W3C home > Mailing lists > Public > www-svg@w3.org > April 2009

SVGMobile12/types.html#DataTypeListOfString issue

From: Peter Moulder <Peter.Moulder@infotech.monash.edu.au>
Date: Wed, 08 Apr 2009 15:42:39 +1000
To: www-svg@w3.org
Message-id: <20090408054239.GA31922@bowman.infotech.monash.edu.au>
My reading of the textual description is that strings must be separated by one
or more whitespace characters, whereas the EBNF appears to allow zero
whitespace characters between strings.


I must admit that technically, the EBNF is already correct, insofar as the
following possible definitions of list-of-string all match the same inputs:

   string | string wspchar* list-of-string
   string | string wspchar+ list-of-string
   string

This is because string is defined simply as a sequence of zero or more char (without
quotation), where char can be almost any character including all wspchar characters.

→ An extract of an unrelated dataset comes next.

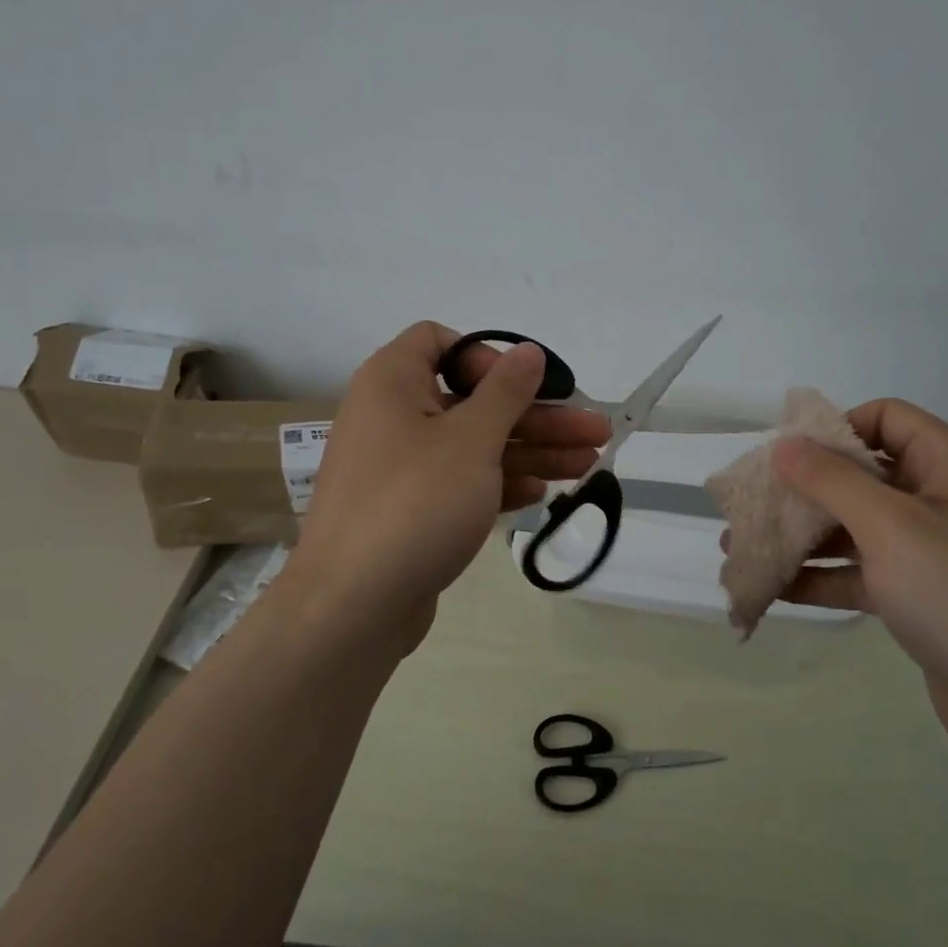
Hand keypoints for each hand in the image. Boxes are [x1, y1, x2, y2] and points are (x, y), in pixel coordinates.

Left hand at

However, if the EBNF is to be used not just for validation (specifying the set
of legal inputs) but for separating into component strings, then it is necessary
to change the definition to one of the following (according to whether empty strings
are allowed):

  spaceless-string | spaceless-string wspchar list-of-string
  nonempty-spaceless-string | nonempty-spaceless-string wspchar+ list-of-string

(The first allows empty strings but requires exactly one separating whitespace
character, while the second allows multiple whitepsace characters between
strings but requires non-empty strings.  Neither of the two allow any strings
that contain wspchar.)


I've used the name ‘wspchar’ in this message for clarity because the existing
definition of wsp in the definition of <list-of-strings> refers to the sequence
of whitespace characters rather than to a single whitespace character.
It would be nice if wsp were defined the same throughout the SVGMobile12 spec.
In the definition of <list-of-Ts> and in paths.html, wsp is defined as a single
whitespace character; in shapes.html it is defined as wspchar+, though the rest
of that page uses it as if it were a single character, e.g. writing ‘wsp+’.
I suggest that wsp be defined as a single character in each case.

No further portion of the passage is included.